__Directions for this task__: Every line of the data must appear again in the answer, exactly as written.

********

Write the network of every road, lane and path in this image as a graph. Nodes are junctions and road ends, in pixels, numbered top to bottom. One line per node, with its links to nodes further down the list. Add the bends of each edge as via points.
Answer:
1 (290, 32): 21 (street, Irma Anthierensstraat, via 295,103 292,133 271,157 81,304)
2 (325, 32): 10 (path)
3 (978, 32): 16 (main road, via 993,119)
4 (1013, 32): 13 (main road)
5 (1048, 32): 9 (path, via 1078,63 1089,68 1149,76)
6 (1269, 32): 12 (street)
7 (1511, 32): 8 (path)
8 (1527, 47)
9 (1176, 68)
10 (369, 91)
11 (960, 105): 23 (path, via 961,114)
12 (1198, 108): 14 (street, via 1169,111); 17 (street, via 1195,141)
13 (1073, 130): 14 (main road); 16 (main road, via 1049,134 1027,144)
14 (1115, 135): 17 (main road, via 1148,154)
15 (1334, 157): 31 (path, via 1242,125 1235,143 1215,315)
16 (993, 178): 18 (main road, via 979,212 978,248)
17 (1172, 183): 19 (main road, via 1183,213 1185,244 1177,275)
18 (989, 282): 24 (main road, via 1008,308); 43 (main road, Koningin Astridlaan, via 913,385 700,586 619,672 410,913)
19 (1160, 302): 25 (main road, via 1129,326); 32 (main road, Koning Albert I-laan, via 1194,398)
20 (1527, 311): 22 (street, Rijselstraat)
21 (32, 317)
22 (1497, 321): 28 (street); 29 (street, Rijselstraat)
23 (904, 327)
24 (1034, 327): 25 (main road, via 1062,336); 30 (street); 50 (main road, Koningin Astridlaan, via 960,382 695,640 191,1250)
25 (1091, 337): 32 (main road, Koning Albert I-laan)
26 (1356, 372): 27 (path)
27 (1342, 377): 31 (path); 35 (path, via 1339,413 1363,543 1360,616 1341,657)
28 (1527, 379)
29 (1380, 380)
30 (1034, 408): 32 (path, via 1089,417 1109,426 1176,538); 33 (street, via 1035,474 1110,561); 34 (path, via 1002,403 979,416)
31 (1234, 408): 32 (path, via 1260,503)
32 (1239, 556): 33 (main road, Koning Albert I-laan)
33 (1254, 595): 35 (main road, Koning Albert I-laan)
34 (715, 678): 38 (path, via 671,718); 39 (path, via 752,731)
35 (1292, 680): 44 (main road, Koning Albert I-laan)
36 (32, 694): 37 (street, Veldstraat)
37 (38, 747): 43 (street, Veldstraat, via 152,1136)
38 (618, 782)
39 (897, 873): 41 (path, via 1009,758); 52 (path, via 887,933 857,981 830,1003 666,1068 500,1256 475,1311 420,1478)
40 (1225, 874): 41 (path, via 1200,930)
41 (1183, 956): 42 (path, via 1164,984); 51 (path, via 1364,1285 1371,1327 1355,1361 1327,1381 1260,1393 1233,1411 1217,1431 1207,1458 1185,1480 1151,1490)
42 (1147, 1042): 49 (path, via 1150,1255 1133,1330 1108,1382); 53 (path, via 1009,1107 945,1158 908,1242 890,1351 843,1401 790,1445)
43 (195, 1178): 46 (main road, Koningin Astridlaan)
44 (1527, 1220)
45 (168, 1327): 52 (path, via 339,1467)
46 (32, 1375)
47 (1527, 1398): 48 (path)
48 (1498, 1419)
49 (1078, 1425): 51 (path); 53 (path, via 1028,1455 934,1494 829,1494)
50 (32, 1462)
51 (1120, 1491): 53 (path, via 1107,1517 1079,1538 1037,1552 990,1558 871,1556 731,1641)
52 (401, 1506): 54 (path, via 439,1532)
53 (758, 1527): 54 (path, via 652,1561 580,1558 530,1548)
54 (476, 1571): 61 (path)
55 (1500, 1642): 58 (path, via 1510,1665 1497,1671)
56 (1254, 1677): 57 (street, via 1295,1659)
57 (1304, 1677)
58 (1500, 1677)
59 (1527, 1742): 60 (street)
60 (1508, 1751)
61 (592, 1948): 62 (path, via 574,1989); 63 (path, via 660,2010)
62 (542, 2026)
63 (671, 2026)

********

__Exercise response__:
Write the network of every road, lane and path in this image as a graph. Nodes are junctions and road ends, in pixels, numbered top to bottom. One line per node, with its links to nodes further down the list. Add the bends of each edge as via points.
Answer:
1 (290, 32): 21 (street, Irma Anthierensstraat, via 295,103 292,133 271,157 81,304)
2 (325, 32): 10 (path)
3 (978, 32): 16 (main road, via 993,119)
4 (1013, 32): 13 (main road)
5 (1048, 32): 9 (path, via 1078,63 1089,68 1149,76)
6 (1269, 32): 12 (street)
7 (1511, 32): 8 (path)
8 (1527, 47)
9 (1176, 68)
10 (369, 91)
11 (960, 105): 23 (path, via 961,114)
12 (1198, 108): 14 (street, via 1169,111); 17 (street, via 1195,141)
13 (1073, 130): 14 (main road); 16 (main road, via 1049,134 1027,144)
14 (1115, 135): 17 (main road, via 1148,154)
15 (1334, 157): 31 (path, via 1242,125 1235,143 1215,315)
16 (993, 178): 18 (main road, via 979,212 978,248)
17 (1172, 183): 19 (main road, via 1183,213 1185,244 1177,275)
18 (989, 282): 24 (main road, via 1008,308); 43 (main road, Koningin Astridlaan, via 913,385 700,586 619,672 410,913)
19 (1160, 302): 25 (main road, via 1129,326); 32 (main road, Koning Albert I-laan, via 1194,398)
20 (1527, 311): 22 (street, Rijselstraat)
21 (32, 317)
22 (1497, 321): 28 (street); 29 (street, Rijselstraat)
23 (904, 327)
24 (1034, 327): 25 (main road, via 1062,336); 30 (street); 50 (main road, Koningin Astridlaan, via 960,382 695,640 191,1250)
25 (1091, 337): 32 (main road, Koning Albert I-laan)
26 (1356, 372): 27 (path)
27 (1342, 377): 31 (path); 35 (path, via 1339,413 1363,543 1360,616 1341,657)
28 (1527, 379)
29 (1380, 380)
30 (1034, 408): 32 (path, via 1089,417 1109,426 1176,538); 33 (street, via 1035,474 1110,561); 34 (path, via 1002,403 979,416)
31 (1234, 408): 32 (path, via 1260,503)
32 (1239, 556): 33 (main road, Koning Albert I-laan)
33 (1254, 595): 35 (main road, Koning Albert I-laan)
34 (715, 678): 38 (path, via 671,718); 39 (path, via 752,731)
35 (1292, 680): 44 (main road, Koning Albert I-laan)
36 (32, 694): 37 (street, Veldstraat)
37 (38, 747): 43 (street, Veldstraat, via 152,1136)
38 (618, 782)
39 (897, 873): 41 (path, via 1009,758); 52 (path, via 887,933 857,981 830,1003 666,1068 500,1256 475,1311 420,1478)
40 (1225, 874): 41 (path, via 1200,930)
41 (1183, 956): 42 (path, via 1164,984); 51 (path, via 1364,1285 1371,1327 1355,1361 1327,1381 1260,1393 1233,1411 1217,1431 1207,1458 1185,1480 1151,1490)
42 (1147, 1042): 49 (path, via 1150,1255 1133,1330 1108,1382); 53 (path, via 1009,1107 945,1158 908,1242 890,1351 843,1401 790,1445)
43 (195, 1178): 46 (main road, Koningin Astridlaan)
44 (1527, 1220)
45 (168, 1327): 52 (path, via 339,1467)
46 (32, 1375)
47 (1527, 1398): 48 (path)
48 (1498, 1419)
49 (1078, 1425): 51 (path); 53 (path, via 1028,1455 934,1494 829,1494)
50 (32, 1462)
51 (1120, 1491): 53 (path, via 1107,1517 1079,1538 1037,1552 990,1558 871,1556 731,1641)
52 (401, 1506): 54 (path, via 439,1532)
53 (758, 1527): 54 (path, via 652,1561 580,1558 530,1548)
54 (476, 1571): 61 (path)
55 (1500, 1642): 58 (path, via 1510,1665 1497,1671)
56 (1254, 1677): 57 (street, via 1295,1659)
57 (1304, 1677)
58 (1500, 1677)
59 (1527, 1742): 60 (street)
60 (1508, 1751)
61 (592, 1948): 62 (path, via 574,1989); 63 (path, via 660,2010)
62 (542, 2026)
63 (671, 2026)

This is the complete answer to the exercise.